The morning roadside on the walk back from breakfast was deep in purple flower.
“Hey, you guys,” I said, “Honey-clover!”
“Pretty.”
“No, it’s not pretty, it’s good to eat. Like when you were a kid, remember?” I picked a boll and tasted the hollow petals. There was a tenth of a drop of nectar in each one, a delicate sweet flavor of morning. Paul and Stu tried one each, as we walked.
“Tastes like eating a flower,” Stu said.
“Can’t figure you guys out.” I picked another handful of purple, and crunched on the tender petals. “This great stuff growin’ all over, and you walk right by.”
There was a concrete bridge between town and the airport, crossing the one straightest mile on the length of the Pecatonica River. We heard the sound of outboard motors, and a pair of tiny racing hydroplanes came buzzing full throttle down the river, battling for the lead. They roared echoing under the bridge and through in an instant. The drivers wore helmets and heavy lifejackets, and they were completely absorbed in their race. At the end of the straight they slowed, turned and came back again, tall arcs of spray leaping behind them. It was a sort of aquatic Dragging Main, but somehow it seemed a much cleaner sport.
We walked on across the bridge, and past a lawn where a boy was beating a rug with a twisted wire hoop.
“What’s the plan?” Paul said as we walked by Skeeter, who whinnied, and out to the airplanes. “You want to try for something during the day again? Might get somebody.”
“Anything you say.”
“I’m running out of time,” Paul said. “I should head back pretty soon. Take me three days to get home from here, about.”
“Well, let’s give it a try; go up and fly a bit,” I said. “Might get a couple people out to fly. Be cool, anyway.”
We took off and climbed to 3,000 feet in formation over the summer town. The hydroplanes hadn’t stopped; their twin white wakes still ran neck-and-neck along the dark river. The boy was still beating the rug half a mile beneath us and I shook my head. It had been 20 minutes since we walked by. What a devoted young fellow that must be, beating a rug for 20 minutes. Three minutes of rug-beating used to be my outside limit. The world is an earnest place, in 1929.
Paul broke away in a wide sweeping turn and swung around toward me to begin the old familiar aerial battle. I pulled the biplane’s nose straight up in the air, hoping for the Luscombe to swish right on by beneath me and give me the chance of dropping down on her tail. The first part of our dogfights were never staged; we were trying our best to work into a firing position behind each other. It was only at the end that I had to let Paul win, because I had the smoke flare and was still the only one eligible to go down in flames.
The earth twisted around us in green, sky in blue, and for a while I didn’t care whether potential passengers were watchin
g or not.
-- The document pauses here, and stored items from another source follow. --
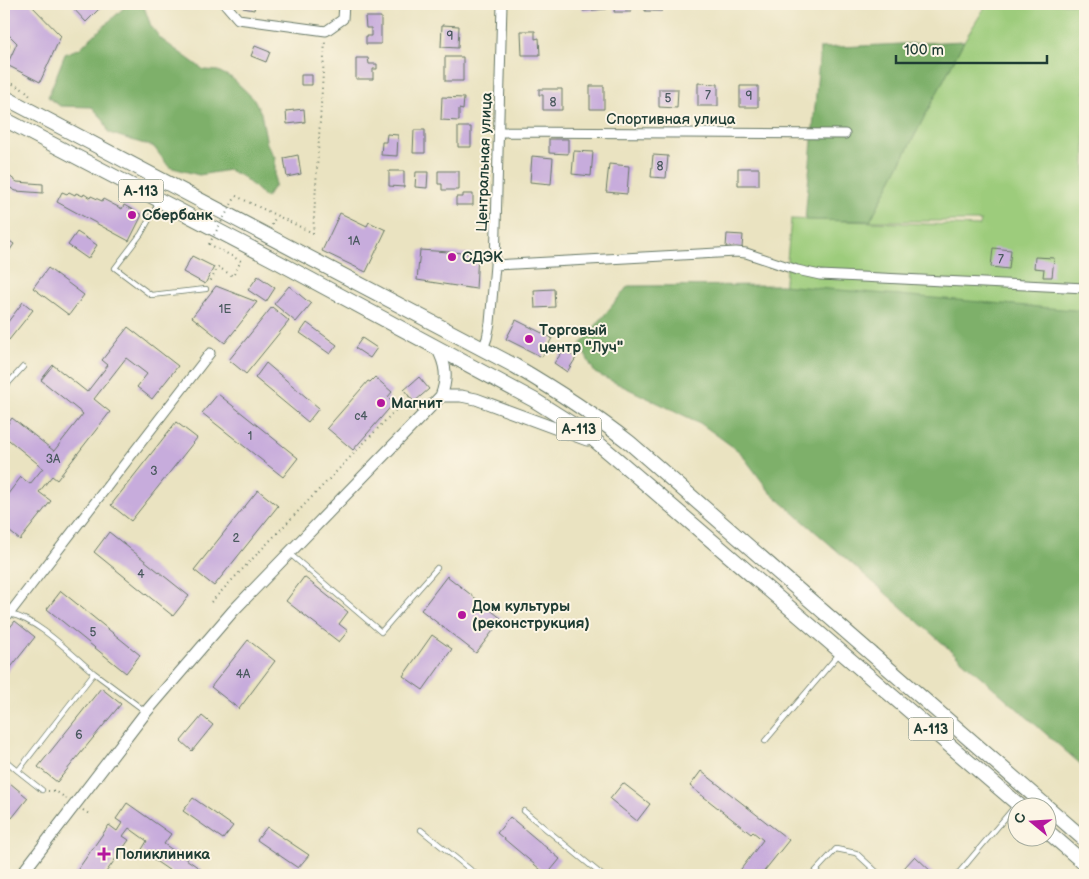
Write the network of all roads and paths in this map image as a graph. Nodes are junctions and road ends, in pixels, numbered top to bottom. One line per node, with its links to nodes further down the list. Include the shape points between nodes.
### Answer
1 (225, 4): 4 (street, via 238,19)
2 (344, 4): 4 (street, via 343,19)
3 (502, 4): 7 (street, Центральная улица)
4 (326, 31): 12 (path, bridge, via 312,233 236,196 209,244 241,260 233,276 218,267)
5 (4, 97): 14 (highway, А-113)
6 (4, 119): 9 (highway, А-113)
7 (498, 132): 8 (street, Спортивная улица); 10 (street, Центральная улица)
8 (844, 134)
9 (160, 201): 12 (lane, via 141,234 115,268 151,295); 13 (highway, А-113)
10 (495, 265): 11 (street, via 736,252 820,275); 14 (street, Центральная улица, via 490,323)
11 (1085, 288)
12 (206, 289)
13 (438, 348): 19 (street, via 446,369); 20 (highway, А-113, via 534,400)
14 (483, 349): 37 (highway, А-113, via 560,392 630,443)
15 (210, 353): 24 (street)
16 (22, 367): 17 (lane)
17 (4, 388)
18 (409, 396): 23 (path)
19 (442, 396): 20 (street, via 476,399); 21 (street)
20 (603, 447): 25 (highway, А-113)
21 (289, 553): 22 (lane, via 380,632); 27 (street, via 233,611)
22 (438, 568)
23 (211, 602)
24 (6, 614): 26 (lane, via 20,616 33,623)
25 (842, 651): 28 (lane); 32 (highway, А-113)
26 (94, 673): 27 (lane); 30 (lane)
27 (146, 712): 39 (street)
28 (765, 741)
29 (4, 759): 30 (lane)
30 (18, 771): 31 (lane)
31 (42, 790)
32 (1008, 796)
33 (524, 811): 41 (lane)
34 (1006, 819): 44 (lane)
35 (421, 830): 40 (lane)
36 (1056, 839): 38 (highway)
37 (1085, 840)
38 (1085, 864)
39 (21, 875)
40 (477, 875)
41 (602, 875)
42 (812, 875): 43 (lane, via 836,849 856,853)
43 (880, 875)
44 (957, 875)

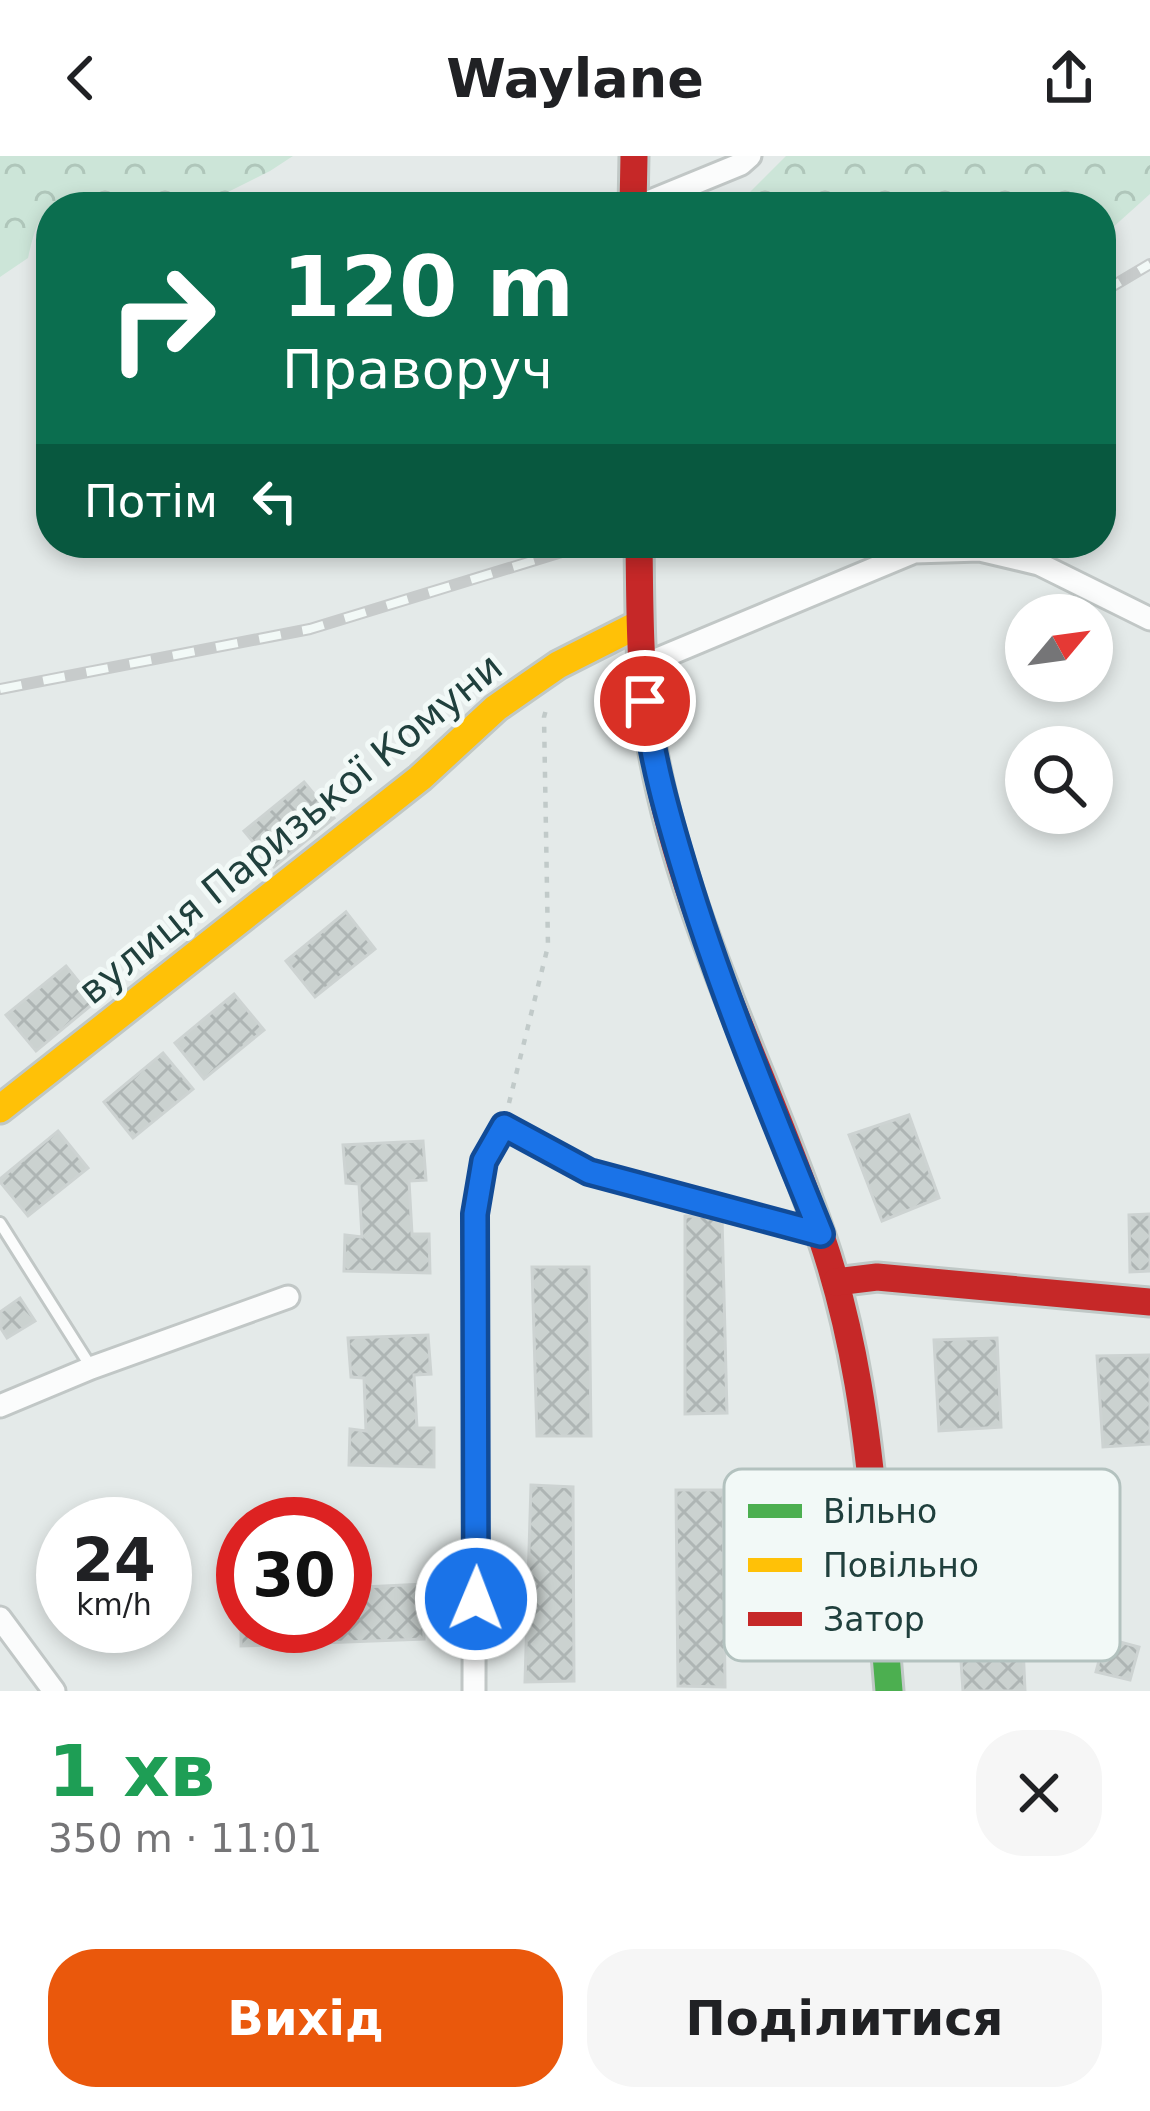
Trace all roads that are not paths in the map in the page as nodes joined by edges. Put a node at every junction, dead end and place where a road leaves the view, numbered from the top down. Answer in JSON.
{"nodes":[{"id":1,"x":634,"y":156,"type":"edge"},
{"id":2,"x":750,"y":156,"type":"edge"},
{"id":3,"x":634,"y":192,"type":"edge"},
{"id":4,"x":671,"y":192,"type":"edge"},
{"id":5,"x":639,"y":558,"type":"edge"},
{"id":6,"x":900,"y":558,"type":"edge"},
{"id":7,"x":1011,"y":558,"type":"edge"},
{"id":8,"x":1150,"y":619,"type":"edge"},
{"id":9,"x":639,"y":625,"type":"junction"},
{"id":10,"x":641,"y":666,"type":"junction"},
{"id":11,"x":0,"y":1108,"type":"edge"},
{"id":12,"x":504,"y":1126,"type":"joint"},
{"id":13,"x":0,"y":1222,"type":"edge"},
{"id":14,"x":821,"y":1234,"type":"junction"},
{"id":15,"x":836,"y":1282,"type":"junction"},
{"id":16,"x":288,"y":1297,"type":"dead end"},
{"id":17,"x":1150,"y":1302,"type":"edge"},
{"id":18,"x":91,"y":1368,"type":"junction"},
{"id":19,"x":0,"y":1406,"type":"edge"},
{"id":20,"x":871,"y":1469,"type":"edge"},
{"id":21,"x":0,"y":1618,"type":"edge"},
{"id":22,"x":887,"y":1661,"type":"edge"},
{"id":23,"x":54,"y":1691,"type":"edge"},
{"id":24,"x":474,"y":1691,"type":"edge"},
{"id":25,"x":889,"y":1691,"type":"edge"}],
"edges":[{"from":1,"to":3,"type":"main road"},
{"from":2,"to":4,"type":"street"},
{"from":5,"to":9,"type":"main road"},
{"from":6,"to":10,"type":"street"},
{"from":7,"to":8,"type":"street"},
{"from":9,"to":10,"type":"main road"},
{"from":9,"to":11,"type":"main road","name":"вулиця Паризької Комуни"},
{"from":10,"to":14,"type":"main road"},
{"from":12,"to":14,"type":"lane"},
{"from":12,"to":24,"type":"street"},
{"from":13,"to":18,"type":"lane"},
{"from":14,"to":15,"type":"main road"},
{"from":15,"to":17,"type":"main road"},
{"from":15,"to":20,"type":"main road"},
{"from":16,"to":18,"type":"street"},
{"from":18,"to":19,"type":"street"},
{"from":21,"to":23,"type":"street"},
{"from":22,"to":25,"type":"main road"}]}
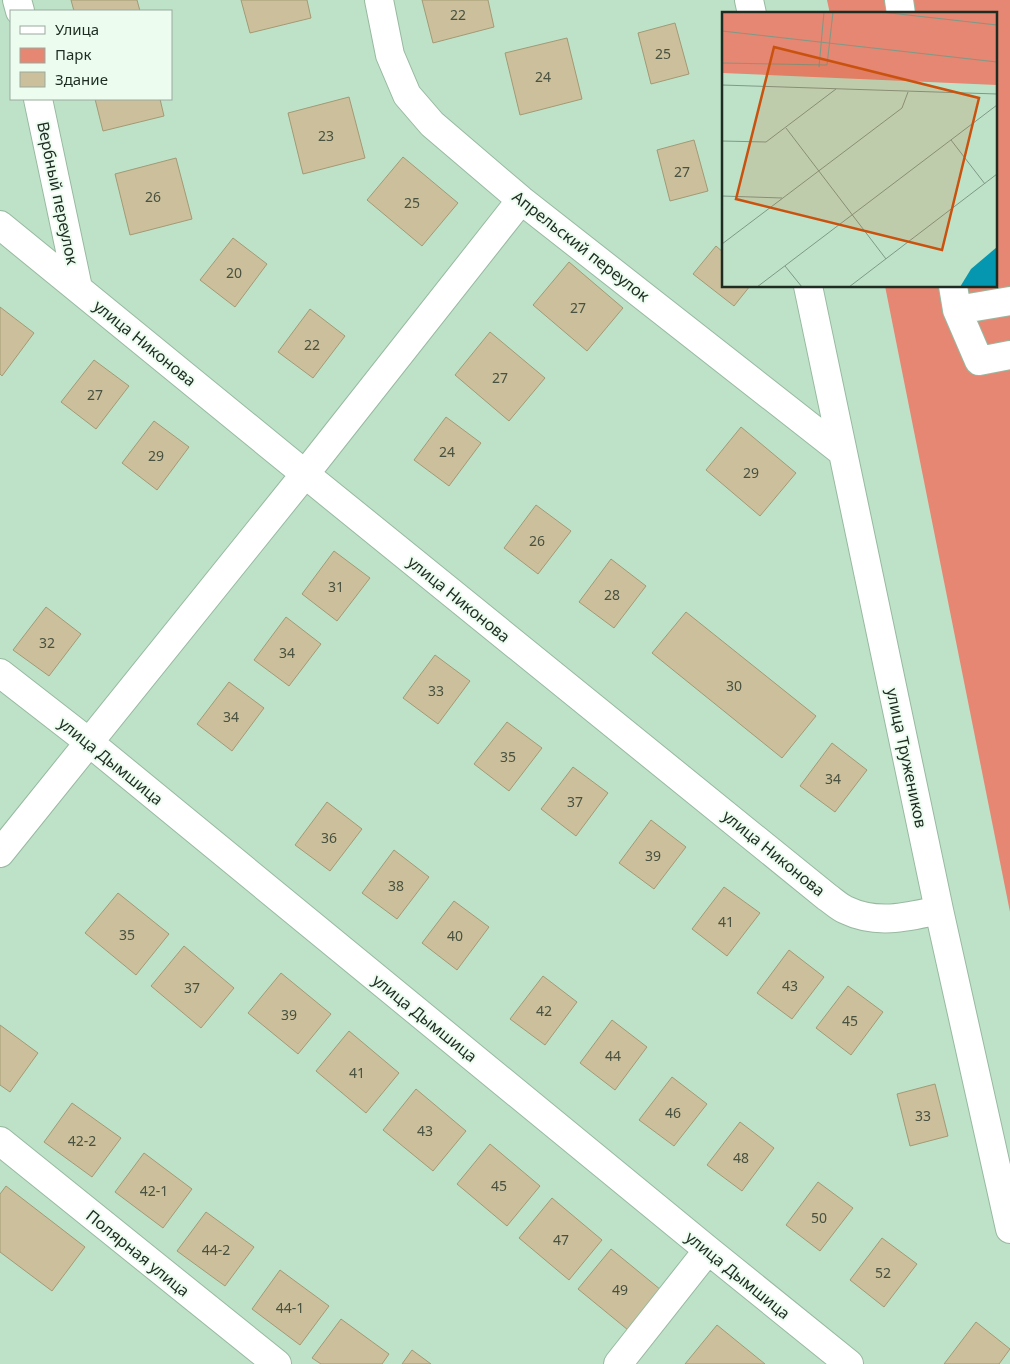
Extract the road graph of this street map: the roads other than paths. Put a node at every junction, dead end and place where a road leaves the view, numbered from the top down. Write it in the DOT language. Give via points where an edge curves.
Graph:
graph roads {
  1 [pos="379,0"];
  2 [pos="38,100"];
  3 [pos="521,200"];
  4 [pos="0,225"];
  5 [pos="78,288"];
  6 [pos="808,288"];
  7 [pos="955,298"];
  8 [pos="1010,301"];
  9 [pos="1010,355"];
  10 [pos="842,451"];
  11 [pos="305,474"];
  12 [pos="0,673"];
  13 [pos="90,742"];
  14 [pos="0,854"];
  15 [pos="939,910"];
  16 [pos="0,1141"];
  17 [pos="1010,1228"];
  18 [pos="708,1250"];
  19 [pos="277,1364"];
  20 [pos="618,1364"];
  21 [pos="849,1364"];
  1 -- 3 [label="street, Апрельский переулок" via="390,55 407,95 432,124"];
  2 -- 5 [label="street, Вербный переулок"];
  3 -- 10 [label="street, Апрельский переулок"];
  3 -- 11 [label="street"];
  4 -- 5 [label="street, улица Никонова"];
  5 -- 11 [label="street, улица Никонова"];
  6 -- 10 [label="street, улица Тружеников"];
  7 -- 8 [label="street"];
  7 -- 9 [label="street" via="979,361"];
  10 -- 15 [label="street, улица Тружеников"];
  11 -- 13 [label="street"];
  11 -- 15 [label="street, улица Никонова" via="827,897 846,910 868,918 903,918"];
  12 -- 13 [label="street, улица Дымшица"];
  13 -- 14 [label="street"];
  13 -- 18 [label="street, улица Дымшица"];
  15 -- 17 [label="street, улица Тружеников"];
  16 -- 19 [label="street, Полярная улица"];
  18 -- 20 [label="street"];
  18 -- 21 [label="street, улица Дымшица"];
}
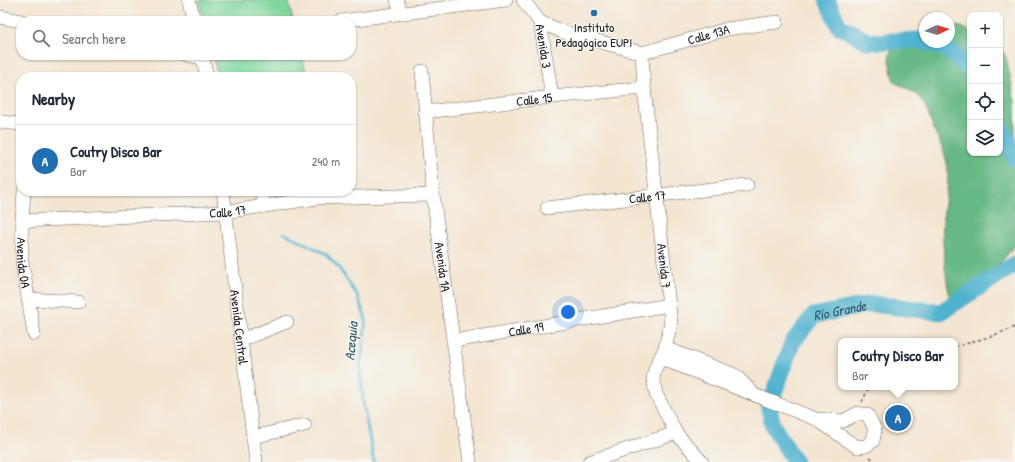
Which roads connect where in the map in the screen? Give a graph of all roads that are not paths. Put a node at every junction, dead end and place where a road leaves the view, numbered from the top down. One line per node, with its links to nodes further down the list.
1 (189, 0): 6 (street)
2 (397, 0): 5 (street)
3 (506, 0): 5 (street)
4 (523, 0): 10 (street, Avenida 3)
5 (401, 14): 8 (street)
6 (193, 16)
7 (0, 17): 9 (street)
8 (356, 19)
9 (16, 20)
10 (540, 22): 12 (street); 17 (street, Avenida 3)
11 (777, 22): 12 (street, Calle 13A)
12 (642, 53): 16 (street, Avenida 7)
13 (203, 60): 15 (street)
14 (422, 71): 18 (street, Avenida 1A)
15 (206, 72)
16 (644, 88): 17 (street, Calle 15); 23 (street, Avenida 7)
17 (552, 97): 18 (street, Calle 15)
18 (425, 112): 22 (street, Avenida 1A)
19 (0, 122): 20 (street)
20 (16, 124)
21 (747, 184): 23 (street, Calle 17)
22 (434, 195): 27 (street, Calle 17); 37 (street, Avenida 1A)
23 (657, 195): 28 (street, Calle 17); 33 (street, Avenida 7)
24 (24, 196): 30 (street, Avenida 0A)
25 (223, 196): 29 (street, Avenida Central)
26 (263, 196): 27 (street)
27 (264, 206): 29 (street, Calle 17)
28 (547, 208)
29 (225, 212): 30 (street, Calle 17); 36 (street, Avenida Central)
30 (22, 221): 31 (street, Avenida 0A)
31 (28, 299): 32 (street); 35 (street, Avenida 0A)
32 (78, 302)
33 (669, 305): 37 (street, Calle 19); 38 (street, Avenida 7)
34 (287, 322): 36 (street)
35 (34, 334)
36 (241, 340): 42 (street, Avenida Central)
37 (453, 341): 44 (street, Avenida 1A)
38 (662, 353): 39 (street); 41 (street, Avenida 7)
39 (816, 419): 39 (street)
40 (305, 425): 42 (street)
41 (676, 433): 45 (street); 46 (street, Avenida 7)
42 (253, 437): 43 (street, Avenida Central)
43 (256, 462)
44 (470, 462)
45 (589, 462)
46 (702, 462)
It would not do, in this first part of our game, to let Paul get behind the biplane. I had Air Force training in this business long before he learned to fly; I had practiced air combat in front-line military fighters while Paul was still taking fashion pictures in his elegant studio.
Everyone else I knew began to fly in slow airplanes, little airplanes, old airplanes, and then went with the times. In a few years they were flying faster, bigger, more modern machines. It had been just the other way around for me.